7. The semiconductor device according to claim 6, wherein an interval between the pluralities of electrical connections is not more than 50 μm.

8. The semiconductor device according to claim 5, further comprising a gate field plate formed on the drain-side end portion of the gate electrode, wherein the passivation layer is formed to cover the gate electrode and the gate field plate, and the source field plate is formed at a position including at least an upper portion of the drain-side end portion of the gate field plate on the passivation layer.

9. The semiconductor device according to claim 1, wherein the interconnection has an interconnection width almost equal to the electrode widths of the source filed plate electrode and the source electrode, and is formed to have a space between the interconnection and the passivation layer.

10. The semiconductor device according to claim 9, further comprising a gate field plate formed on the drain-side end portion of the gate electrode, wherein the passivation layer is formed to cover the gate electrode and the gate field plate, and the source field plate is formed at a position covering at least an upper portion of the drain-side end portion of the gate field plate on the passivation layer.

11. A method for manufacturing a semiconductor device comprising steps of: forming a drain electrode, a source electrode, and a gate electrode on a surface of a active region formed on a semiconductor substrate; forming a passivation layer on the active region between the drain electrode and the source electrode to cover the gate electrode; forming the first photo resist layer, on the passivation layer, having electrode forming openings formed at least at a position including an upper portion of the drain-side end portion of the gate electrode and on the source electrode and an interconnection forming opening formed between the electrode forming openings to connect the openings to each other and having an opening width smaller than an opening width of the electrode forming opening; depositing a metal by using the first photo resist layer as a mask; removing the first photo resist layer, and forming an interconnection electrically connected to the source field plate, the source filed plate electrode, and the source electrode and having an interconnection width smaller than electrode widths of the electrodes on the passivation layer.

12. The method for manufacturing a semiconductor device according to claim 11, wherein the electrical connection forming opening includes a plurality of electrical connection forming openings formed between the electrode forming openings, and are separated from each other and parallel to each other.

13. The method for manufacturing a semiconductor device according to claim 12, wherein an interval between the pluralities of electrical connection forming openings is not more than 50 μm.

14. The method for manufacturing a semiconductor device according to claim 11, wherein the first photo resist layer is formed on the passivation layer on the gate electrode and on the passivation layer between the source electrode and the gate electrode after a second photo resist layer is formed, and the second photo resist layer is removed after the first photo resist layer is removed.

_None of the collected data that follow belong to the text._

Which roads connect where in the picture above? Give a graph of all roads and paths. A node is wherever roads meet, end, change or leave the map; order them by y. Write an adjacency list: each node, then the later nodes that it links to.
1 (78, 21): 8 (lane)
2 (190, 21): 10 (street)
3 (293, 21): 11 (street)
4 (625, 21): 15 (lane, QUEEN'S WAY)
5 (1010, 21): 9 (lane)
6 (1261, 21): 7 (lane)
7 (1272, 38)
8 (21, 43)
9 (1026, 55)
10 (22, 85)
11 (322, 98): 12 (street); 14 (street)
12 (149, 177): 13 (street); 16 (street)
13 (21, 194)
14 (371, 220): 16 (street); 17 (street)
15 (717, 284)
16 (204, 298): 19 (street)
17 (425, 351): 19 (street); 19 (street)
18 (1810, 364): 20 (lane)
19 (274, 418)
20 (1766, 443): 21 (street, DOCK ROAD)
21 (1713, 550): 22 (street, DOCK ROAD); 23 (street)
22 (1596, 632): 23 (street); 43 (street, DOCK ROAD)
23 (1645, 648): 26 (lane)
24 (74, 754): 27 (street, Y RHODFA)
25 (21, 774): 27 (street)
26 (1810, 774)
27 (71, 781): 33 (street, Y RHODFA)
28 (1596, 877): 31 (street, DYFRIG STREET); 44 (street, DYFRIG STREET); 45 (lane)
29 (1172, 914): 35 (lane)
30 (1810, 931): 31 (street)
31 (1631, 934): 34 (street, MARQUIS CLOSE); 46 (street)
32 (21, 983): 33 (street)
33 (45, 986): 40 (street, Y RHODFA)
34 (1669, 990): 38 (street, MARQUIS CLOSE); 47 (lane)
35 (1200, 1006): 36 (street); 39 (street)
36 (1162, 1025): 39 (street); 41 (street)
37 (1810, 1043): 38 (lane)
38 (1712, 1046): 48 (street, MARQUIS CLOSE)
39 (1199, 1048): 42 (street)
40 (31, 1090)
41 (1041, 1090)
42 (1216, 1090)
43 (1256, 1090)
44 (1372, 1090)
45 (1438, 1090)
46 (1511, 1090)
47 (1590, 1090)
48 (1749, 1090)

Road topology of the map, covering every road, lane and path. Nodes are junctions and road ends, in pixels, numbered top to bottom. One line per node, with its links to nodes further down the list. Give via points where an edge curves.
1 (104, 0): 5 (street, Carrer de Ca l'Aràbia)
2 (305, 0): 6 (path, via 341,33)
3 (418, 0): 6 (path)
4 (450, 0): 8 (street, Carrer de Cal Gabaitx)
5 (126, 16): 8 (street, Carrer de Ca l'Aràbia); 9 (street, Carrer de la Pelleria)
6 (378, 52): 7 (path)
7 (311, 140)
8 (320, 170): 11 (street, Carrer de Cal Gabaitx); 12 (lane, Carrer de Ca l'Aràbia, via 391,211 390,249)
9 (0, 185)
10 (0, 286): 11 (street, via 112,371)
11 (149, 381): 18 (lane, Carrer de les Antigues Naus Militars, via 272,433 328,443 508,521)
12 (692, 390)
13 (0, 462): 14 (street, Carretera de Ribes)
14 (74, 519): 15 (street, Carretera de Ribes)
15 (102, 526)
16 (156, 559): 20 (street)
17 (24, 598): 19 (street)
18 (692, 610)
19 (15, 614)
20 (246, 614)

15. The method for manufacturing a semiconductor device according to claim 14, wherein the electrical connection forming opening includes a plurality of electrical connection forming openings formed between the electrode forming openings, and are separated from each other and parallel to each other.

16. The method for manufacturing a semiconductor device according to claim 15, wherein an space between the plurality of electrical connection forming openings is not more than 50 μm.

17. The method for manufacturing a semiconductor device according to claim 11, wherein the interconnection forming opening of the first photo resist layer has an opening width equal to an opening width of the electrode forming opening, the first photo resist layer is formed on the passivation layer on the gate electrode and on the passivation layer between the source electrode and the gate electrode after a second photo resist layer is formed, and the second photo resist layer is removed after the first photo resist layer is removed.